BENGALURU: If terrorism has to be tackled, it is essential to have mastery over cyber intelligence, said former Research and Analysis Wing (RAW) director Hormis Tharakan.
He was speaking at a panel discussion on counter-terrorism and combating violent extremism, at the conclave on cyber security here on Tuesday.
“According to research report published in 2005, there are three circles of threats. The first was Al-Qaeda and Osama Bin Laden. The second pertained to terrorist groups sharing transnational ideologies like Hezbollah and others. The third had jihadis. I would like to add a fourth circle — state-sponsored terrorist groups,” he said.

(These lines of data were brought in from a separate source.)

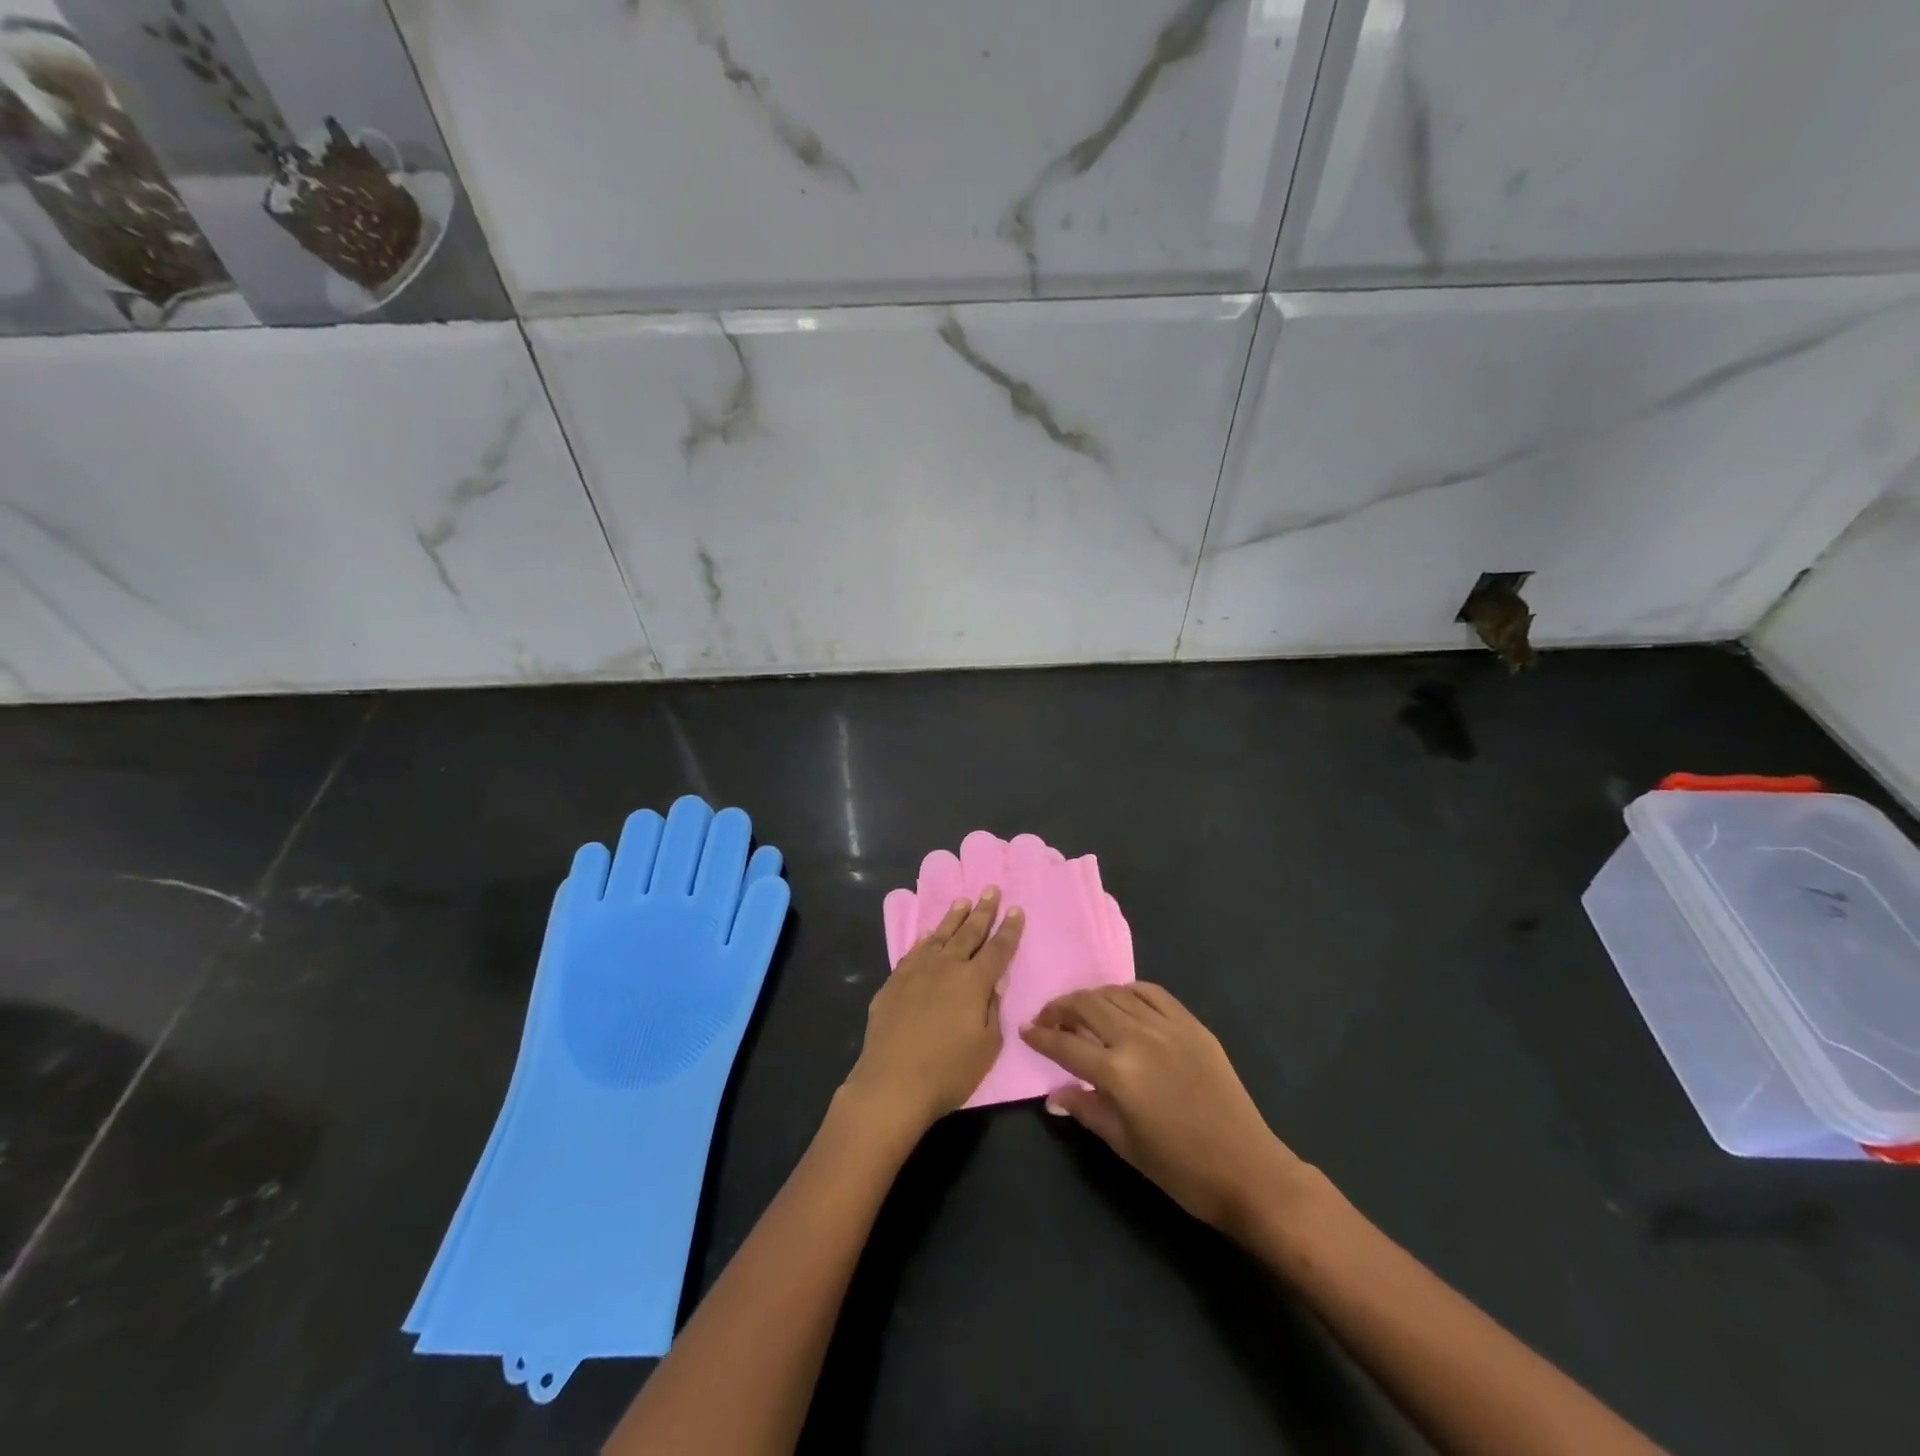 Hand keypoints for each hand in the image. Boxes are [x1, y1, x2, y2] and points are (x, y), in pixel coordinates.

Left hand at [843, 888, 1023, 1134]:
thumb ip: (992, 1010)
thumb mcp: (987, 1047)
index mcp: (974, 982)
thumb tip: (994, 983)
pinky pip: (914, 951)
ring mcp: (917, 971)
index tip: (1016, 909)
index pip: (998, 949)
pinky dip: (925, 939)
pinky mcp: (894, 981)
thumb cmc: (948, 1072)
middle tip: (990, 889)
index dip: (1009, 929)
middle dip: (983, 911)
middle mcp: (946, 967)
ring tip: (963, 901)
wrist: (892, 1082)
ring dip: (954, 917)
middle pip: (969, 933)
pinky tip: (929, 933)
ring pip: (940, 936)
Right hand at [1021, 983, 1308, 1236]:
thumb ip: (1087, 1110)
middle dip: (1061, 1008)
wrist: (1248, 1170)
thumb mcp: (1125, 1145)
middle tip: (1049, 1018)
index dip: (1041, 1036)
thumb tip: (1054, 1095)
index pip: (1066, 1045)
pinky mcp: (1192, 1025)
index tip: (1026, 1030)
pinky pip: (1153, 993)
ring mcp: (1168, 1027)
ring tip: (1082, 1010)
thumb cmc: (1180, 1170)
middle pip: (1088, 1006)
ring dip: (1092, 997)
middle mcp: (1138, 1039)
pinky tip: (1122, 1002)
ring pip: (1117, 994)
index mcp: (1118, 1073)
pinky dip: (1130, 992) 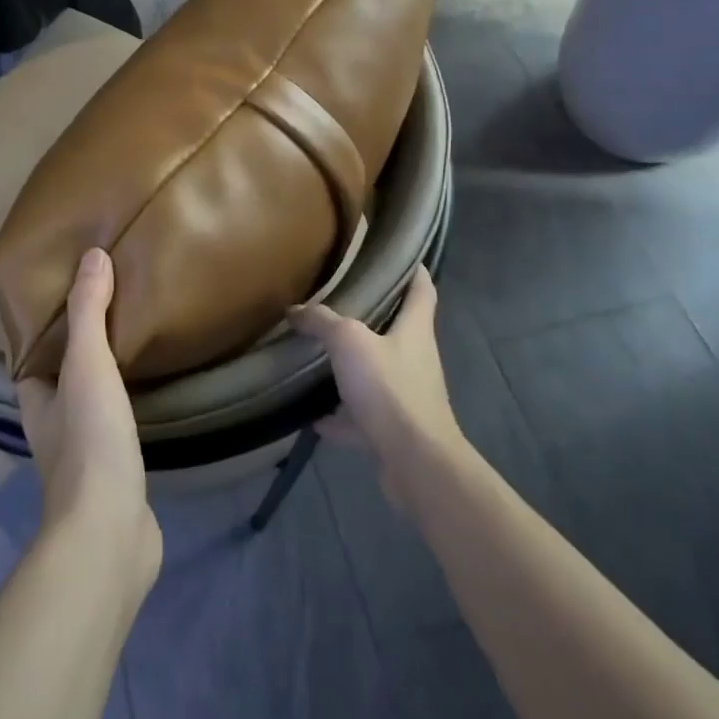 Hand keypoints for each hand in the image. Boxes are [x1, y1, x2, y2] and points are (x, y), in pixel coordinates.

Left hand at [16, 250, 161, 590]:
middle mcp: (52, 424)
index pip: (31, 354)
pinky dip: (130, 399)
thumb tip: (92, 255)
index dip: (45, 324)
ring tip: (136, 333)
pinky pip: (119, 421)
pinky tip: (153, 385)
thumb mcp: (86, 365)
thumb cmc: (89, 441)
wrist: (110, 530)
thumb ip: (88, 312)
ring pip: (91, 398)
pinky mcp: (115, 470)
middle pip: (62, 374)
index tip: (71, 289)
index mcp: (35, 399)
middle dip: (81, 344)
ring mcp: (84, 451)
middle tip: (113, 303)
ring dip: (107, 373)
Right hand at [291, 265, 461, 503]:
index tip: (397, 256)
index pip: (422, 288)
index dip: (414, 269)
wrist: (415, 462)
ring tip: (319, 358)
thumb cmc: (389, 388)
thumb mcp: (348, 342)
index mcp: (415, 330)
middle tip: (338, 303)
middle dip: (371, 318)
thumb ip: (322, 321)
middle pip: (397, 330)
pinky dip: (340, 417)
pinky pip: (362, 417)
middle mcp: (416, 359)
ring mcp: (406, 397)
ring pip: (377, 374)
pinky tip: (313, 415)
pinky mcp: (394, 430)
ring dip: (352, 369)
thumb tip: (295, 309) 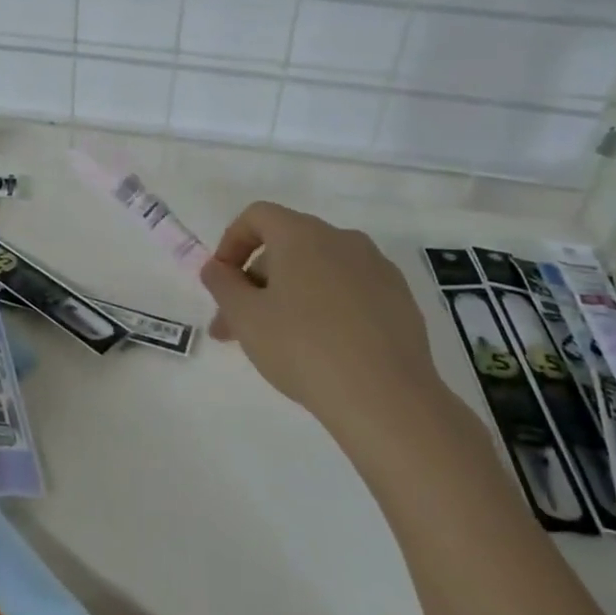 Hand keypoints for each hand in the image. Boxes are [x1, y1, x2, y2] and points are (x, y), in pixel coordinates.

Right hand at [199, 202, 449, 453]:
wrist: (387, 398)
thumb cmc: (303, 347)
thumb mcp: (246, 317)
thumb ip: (222, 284)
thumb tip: (215, 268)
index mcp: (302, 234)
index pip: (257, 216)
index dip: (231, 242)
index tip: (221, 281)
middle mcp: (342, 239)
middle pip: (286, 245)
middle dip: (255, 281)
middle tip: (236, 326)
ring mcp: (376, 268)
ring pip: (318, 270)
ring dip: (288, 295)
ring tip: (275, 341)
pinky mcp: (399, 299)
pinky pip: (349, 290)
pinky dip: (326, 306)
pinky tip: (321, 347) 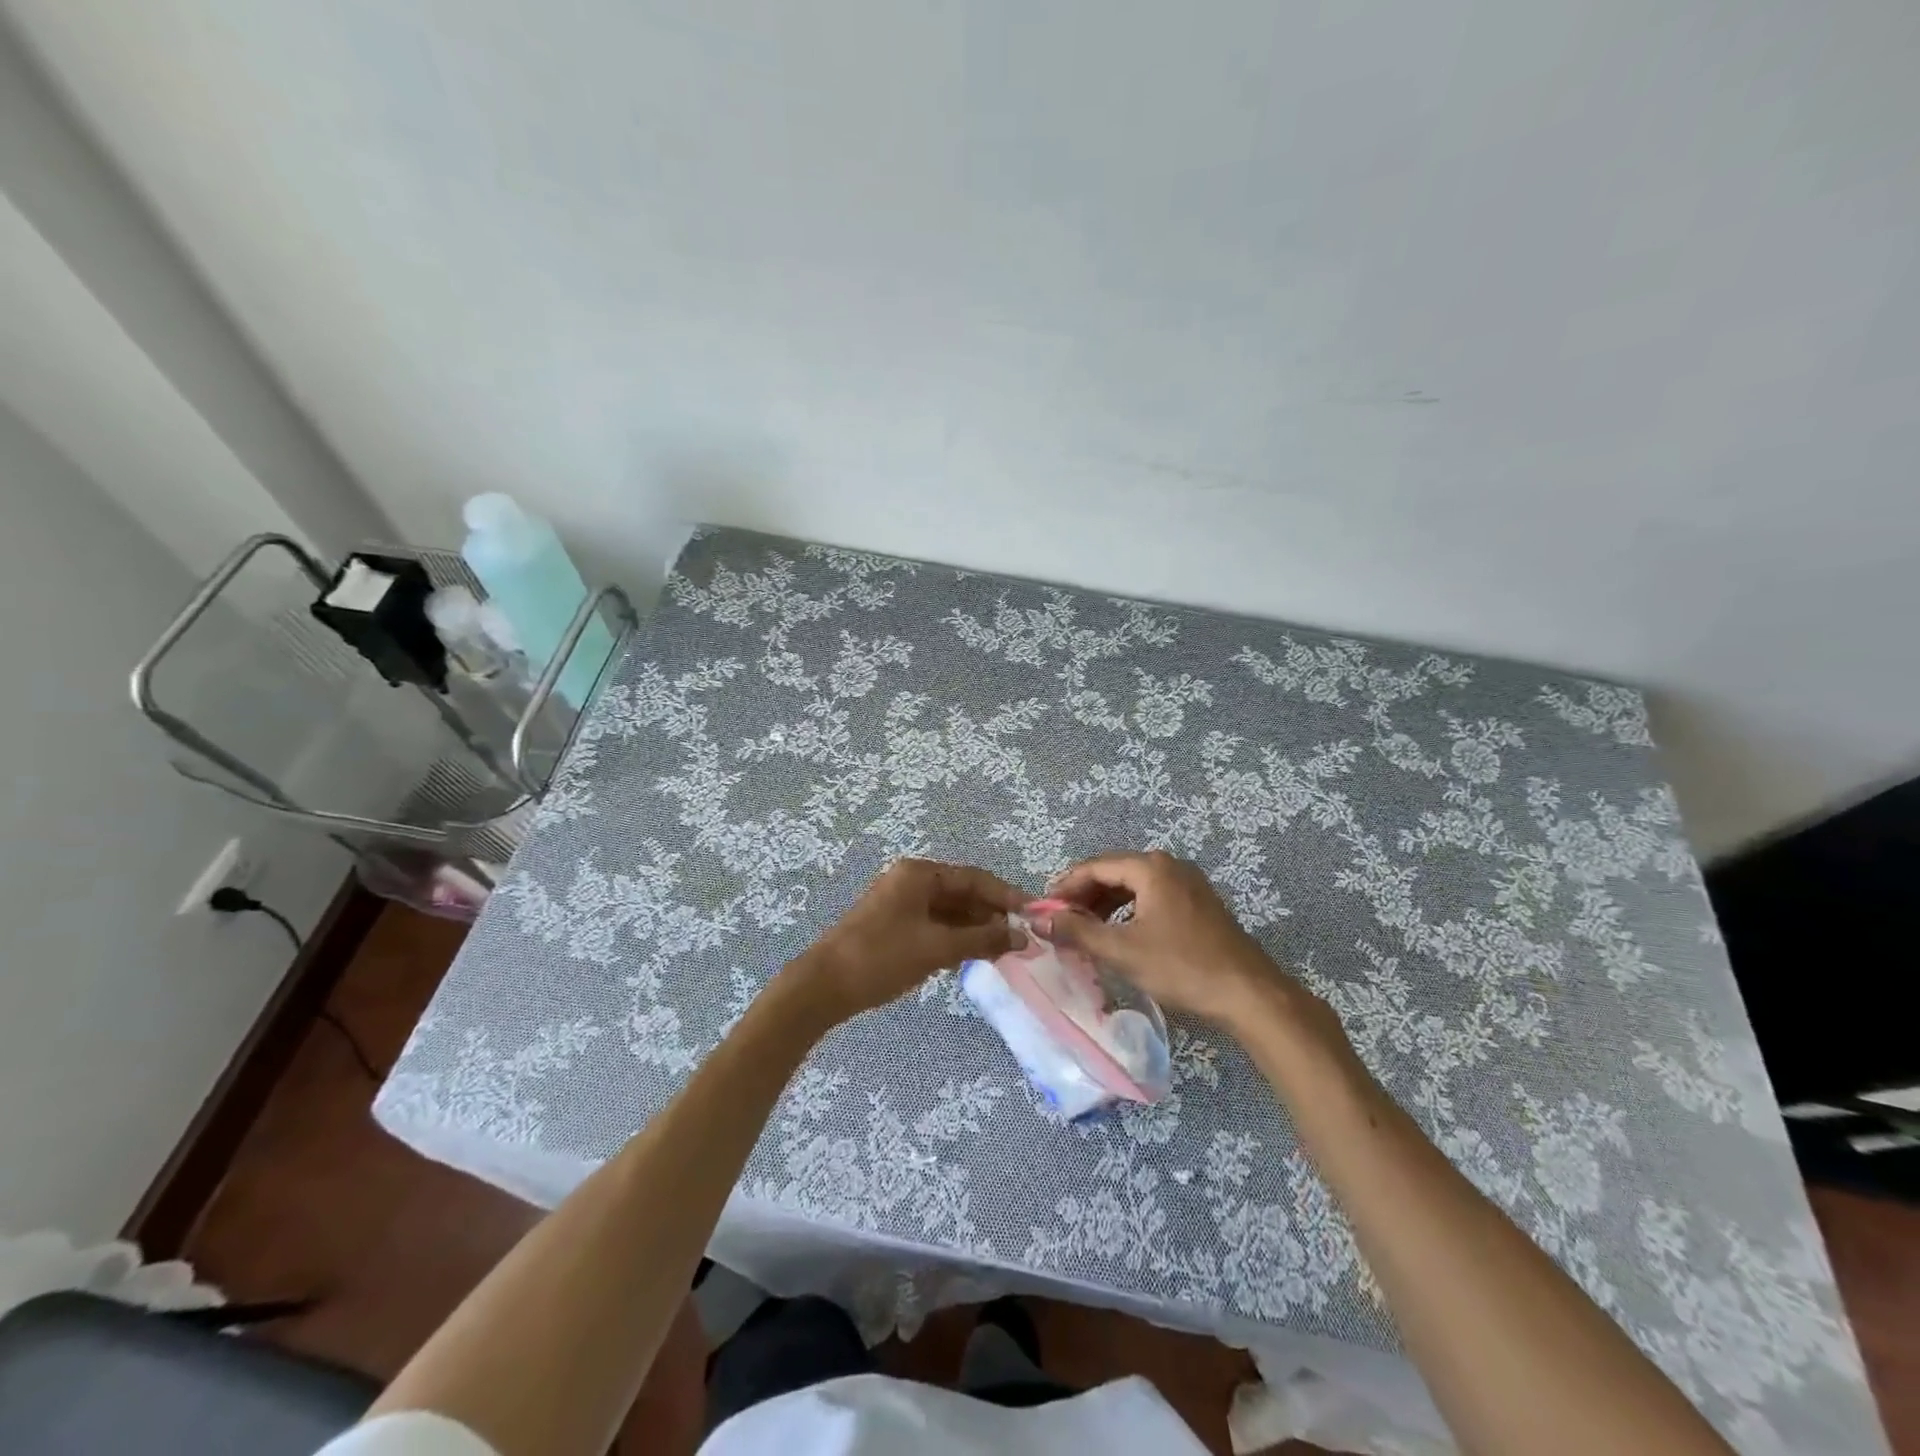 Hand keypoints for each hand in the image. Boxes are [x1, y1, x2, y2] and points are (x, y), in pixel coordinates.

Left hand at [788, 858, 1026, 1021]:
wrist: (824, 986)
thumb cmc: (882, 957)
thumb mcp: (937, 948)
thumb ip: (982, 940)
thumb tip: (1022, 938)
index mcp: (920, 874)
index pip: (975, 878)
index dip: (1007, 896)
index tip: (1034, 915)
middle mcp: (911, 881)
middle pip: (963, 893)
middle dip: (992, 915)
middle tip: (1022, 940)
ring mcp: (901, 903)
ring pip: (950, 911)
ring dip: (976, 929)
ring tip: (1004, 951)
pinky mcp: (895, 925)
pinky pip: (935, 924)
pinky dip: (956, 938)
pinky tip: (974, 955)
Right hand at [1043, 850, 1329, 1037]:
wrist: (1249, 994)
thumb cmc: (1182, 967)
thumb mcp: (1122, 951)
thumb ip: (1078, 931)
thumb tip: (1040, 919)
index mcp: (1151, 868)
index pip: (1095, 866)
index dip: (1065, 886)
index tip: (1044, 909)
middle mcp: (1169, 866)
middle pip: (1114, 872)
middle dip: (1084, 895)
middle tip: (1061, 921)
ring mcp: (1187, 883)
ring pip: (1133, 886)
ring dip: (1105, 904)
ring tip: (1084, 929)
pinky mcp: (1197, 903)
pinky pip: (1151, 897)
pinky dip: (1128, 911)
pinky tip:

Ambassador Dian Triansyah Djani of the Ministry of External Affairs, Indonesia said anyone who is radical has to be categorised as a terrorist. “One cannot generalise that Islam promotes terrorism as the religion does not support it. One becomes a terrorist due to ignorance, advocacy or propaganda and superstition - that one goes to heaven if he/ she becomes a jihadi. The root cause of terrorism needs to be identified and curbed,” he said, adding that internet on smart phones also needs to be regulated.
M N Reddi, director general of police, Home Guards, Fire and Emergency Services and Civil Defence and former City Police Commissioner, spoke to the gathering on the Masroor Mehdi Biswas case. Biswas was tweeting pro-ISIS propaganda from the city.
Reddi said Biswas, with zero knowledge of Arabic, managed to attract the attention of ISIS sympathisers across the world. “He (Biswas) was just disseminating information, so much so that many media persons in different countries started following him. His followers referred to him as ‘Ameer’ and his popularity had soared,” said Reddi.